SCOM 2012 agent or gateway certificate issue

After we were stuck for several weeks, the resolution to this problem was actually found by my colleague Jens Van Hove, so all credit goes to him 😉

Special thanks to Kurt Van Hoecke for providing a wall to bounce some ideas off

To start from the beginning: we had a problem adding a Windows Server 2012 machine to our SCOM 2012 SP1 monitoring environment when using a certificate based trust. Whether as an agent-monitored machine or a SCOM gateway, if the managed server is located in a different domain than the management server, the problem was identical in both cases. Deploying the agent and installing the SCOM agent certificate goes well but when you try to add the server to the environment to effectively start monitoring, you get an error stating that the certificate is not trusted.
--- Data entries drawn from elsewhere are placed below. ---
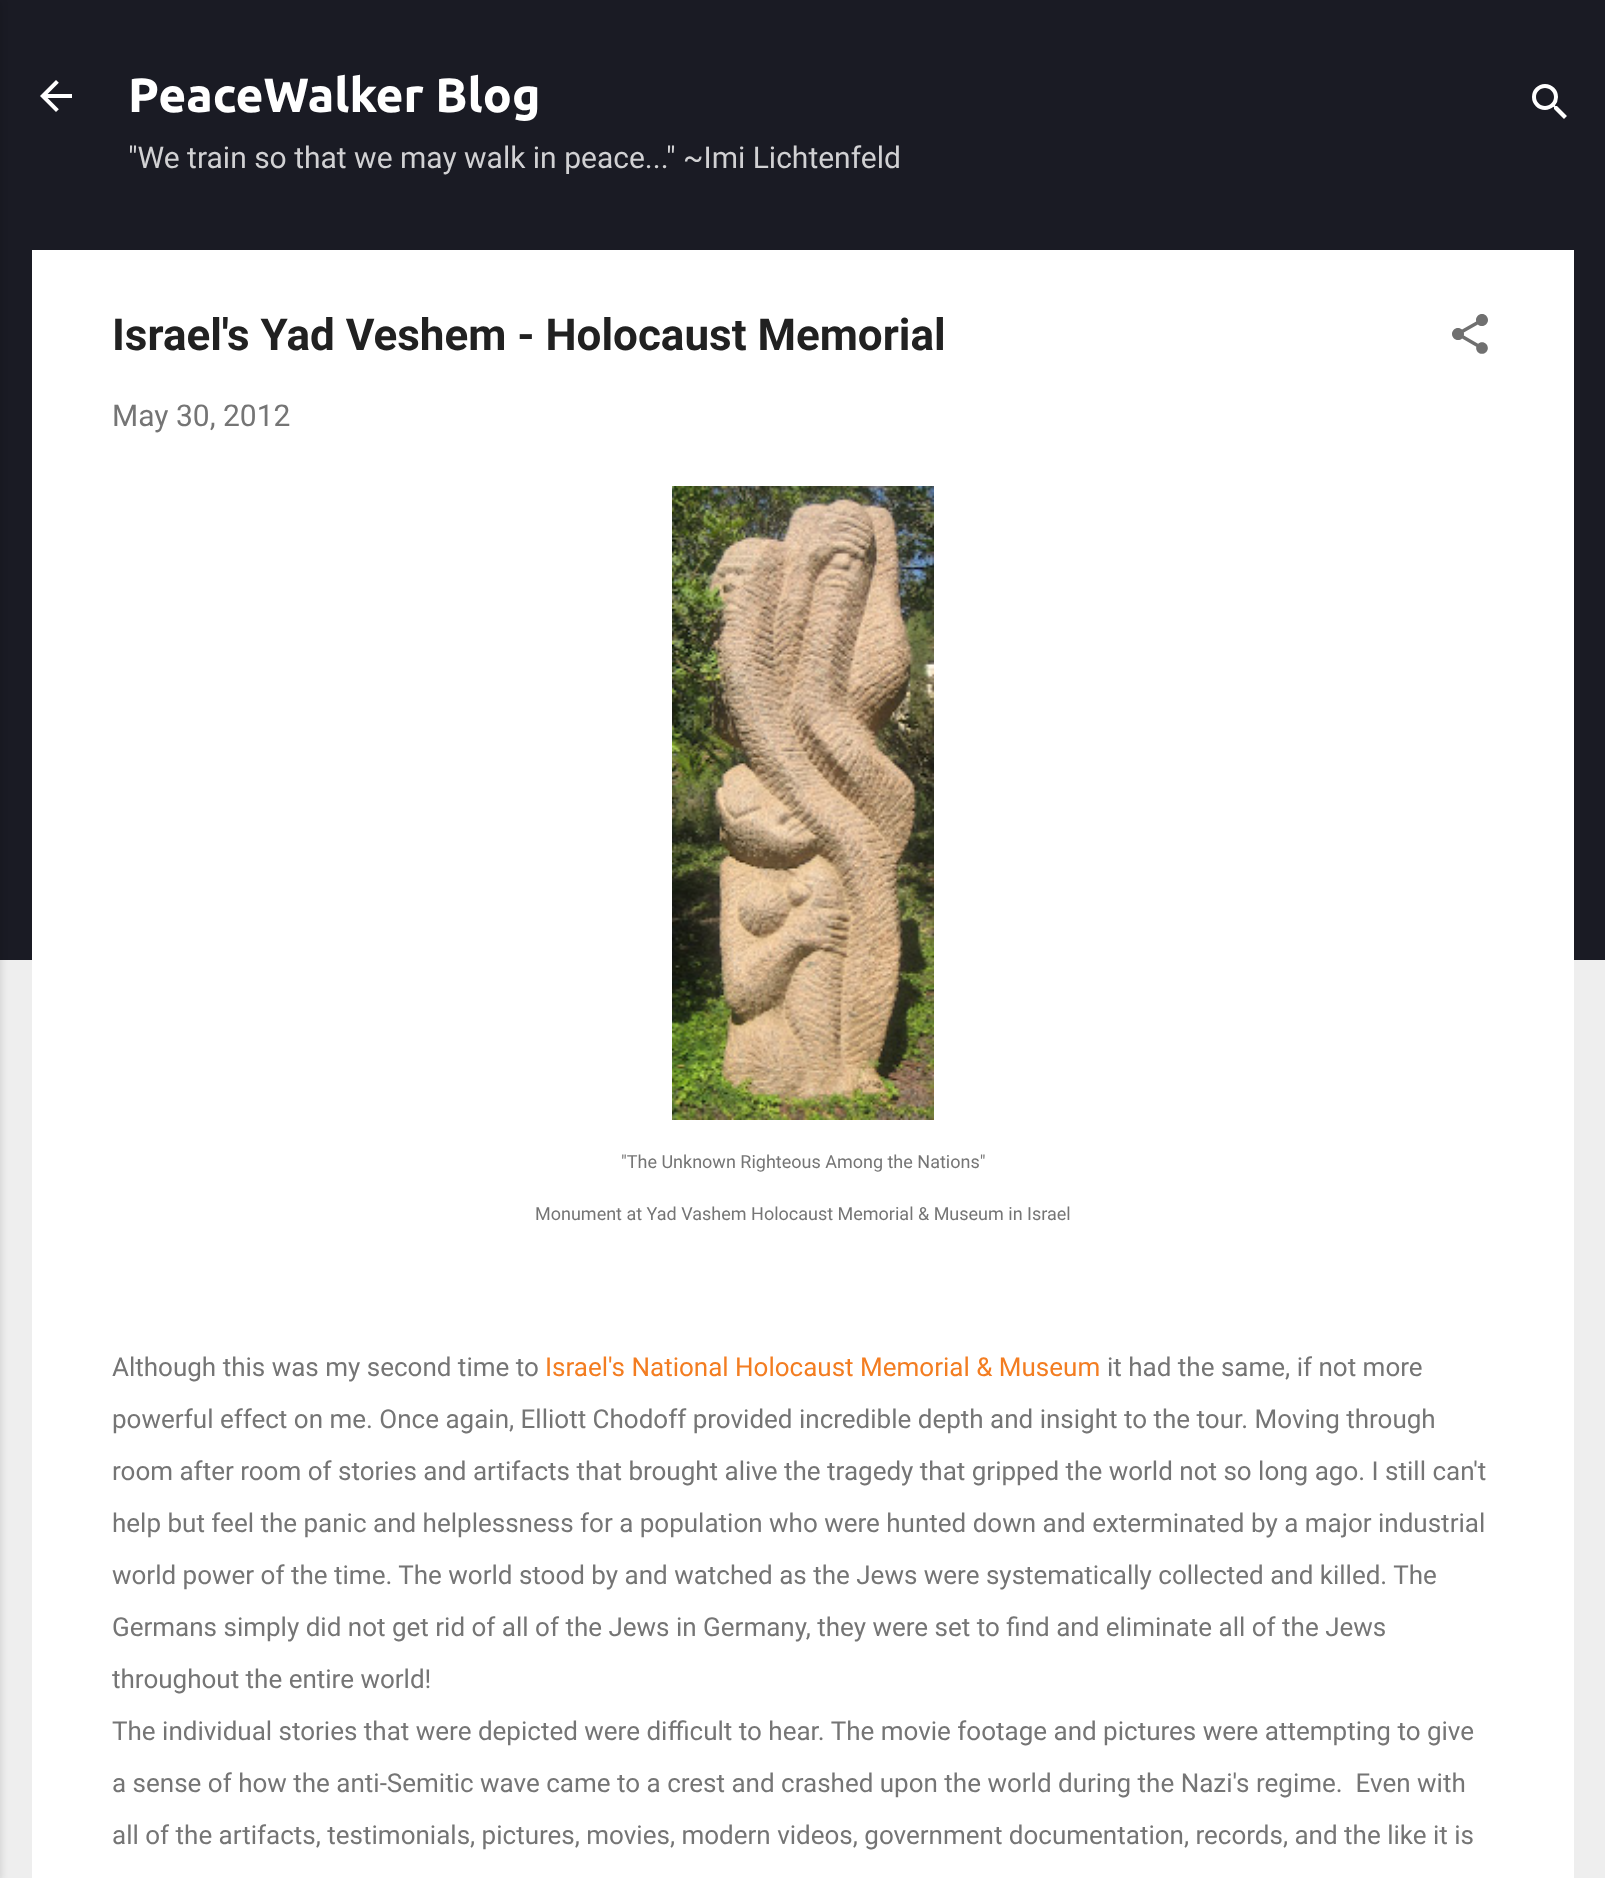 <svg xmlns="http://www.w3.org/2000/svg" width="1605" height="1878">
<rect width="100%" height="100%" fill="#eee"/>
<rect width="1605" height="960" fill="#1a1b24"/>
<rect x="-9" y="2" width="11" height="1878" fill="#0000001a" filter="blur(3px)"/>
<image x="40" y="80" width="32" height="32" href="media/1.png"/>
<text x="128" y="112" style="font-family:Ubuntu;font-size:48px;font-weight:bold;fill:#fff">PeaceWalker Blog</text>
<text x="128" y="168" style="font-family:Roboto;font-size:30px;fill:#d1d1d3">"We train so that we may walk in peace..." ~Imi Lichtenfeld</text>
<image x="1532" y="84" width="35" height="35" href="media/2.png"/>
<rect x="32" y="250" width="1542" height="1628" fill="#fff"/>
<text x="112" y="350" style="font-family:Roboto;font-size:44px;font-weight:bold;fill:#212121">Israel's Yad Veshem - Holocaust Memorial</text>
<image x="1452" y="314" width="36" height="40" href="media/3.png"/>
<text x="112" y="426" style="font-family:Roboto;font-size:30px;fill:#757575">May 30, 2012</text>
<image x="672" y="486" width="262" height="634" href="media/4.png"/>
<text x="621" y="1168" style="font-family:Roboto;font-size:18px;fill:#757575">"The Unknown Righteous Among the Nations"</text>
<text x="535" y="1220" style="font-family:Roboto;font-size:18px;fill:#757575">Monument at Yad Vashem Holocaust Memorial &amp; Museum in Israel</text>
<text x="112" y="1376" style="font-family:Roboto;font-size:26px;fill:#757575">Although this was my second time to</text>
<text x="545" y="1376" style="font-family:Roboto;font-size:26px;fill:#f37d21">Israel's National Holocaust Memorial &amp; Museum</text>
<text x="1107" y="1376" style="font-family:Roboto;font-size:26px;fill:#757575">it had the same, if not more</text>
<text x="112" y="1428" style="font-family:Roboto;font-size:26px;fill:#757575">powerful effect on me. Once again, Elliott Chodoff provided incredible depth and insight to the tour. Moving through</text>
<text x="112" y="1480" style="font-family:Roboto;font-size:26px;fill:#757575">room after room of stories and artifacts that brought alive the tragedy that gripped the world not so long ago. I still can't</text>
<text x="112" y="1532" style="font-family:Roboto;font-size:26px;fill:#757575">help but feel the panic and helplessness for a population who were hunted down and exterminated by a major industrial</text>
<text x="112" y="1584" style="font-family:Roboto;font-size:26px;fill:#757575">world power of the time. The world stood by and watched as the Jews were systematically collected and killed. The</text>
<text x="112" y="1636" style="font-family:Roboto;font-size:26px;fill:#757575">Germans simply did not get rid of all of the Jews in Germany, they were set to find and eliminate all of the Jews</text>
<text x="112" y="1688" style="font-family:Roboto;font-size:26px;fill:#757575">throughout the entire world!</text>
<text x="112" y="1740" style="font-family:Roboto;font-size:26px;fill:#757575">The individual stories that were depicted were difficult to hear. The movie footage and pictures were attempting to give</text>
<text x="112" y="1792" style="font-family:Roboto;font-size:26px;fill:#757575" xml:space="preserve">a sense of how the anti-Semitic wave came to a crest and crashed upon the world during the Nazi's regime.  Even with</text>
<text x="112" y="1844" style="font-family:Roboto;font-size:26px;fill:#757575">all of the artifacts, testimonials, pictures, movies, modern videos, government documentation, records, and the like it is</text>
</svg>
Using a browser to verify the certificate trusts reveals no issues. The chain is trusted and all root and intermediary certificates are in place. After we tried re-installation, renewing certificate templates and even temporarily bypassing the Cisco firewall between both machines, we still came no closer to a solution.

But by accident when searching on the different event id’s in the event logs, we came across a very interesting article about a similar problem within MS Dynamics Navision. Turns out version 10 of Internet Explorer in Windows Server 2012 is blocking this in some way. To correct the problem first make sure your basic config is in order (steps 1 through 3) and then look at the problem resolution in our case (steps 4 and 5).

Possible network layout

To make it easier to explain, I made up a possible scenario as seen in the following visio:

  • There are 3 different types of zones
    • Your primary domain or your infrastructure domain containing the SCOM environment (green rectangle).
    • A second domain, f.e. a large client environment running on a separate Active Directory (blue rectangle).
    • Smaller private bubbles containing servers for clients (orange rectangles) or your own private DMZ. Whether any of those machines are domain joined to another private AD or not doesn’t matter: the environments are too small to start working with a SCOM proxy server so we’re going to add each agent separately to the SCOM management service. Typically a hoster deploys a lot of those private bubbles to isolate different clients from each other.
  • In your private domain (green rectangle) you deploy SCOM servers (2 management servers and one webconsole f.e.)
  • In the secundairy AD (client) you deploy a SCOM proxy and try to create a certificate trust between the proxy and the management servers in the primary domain.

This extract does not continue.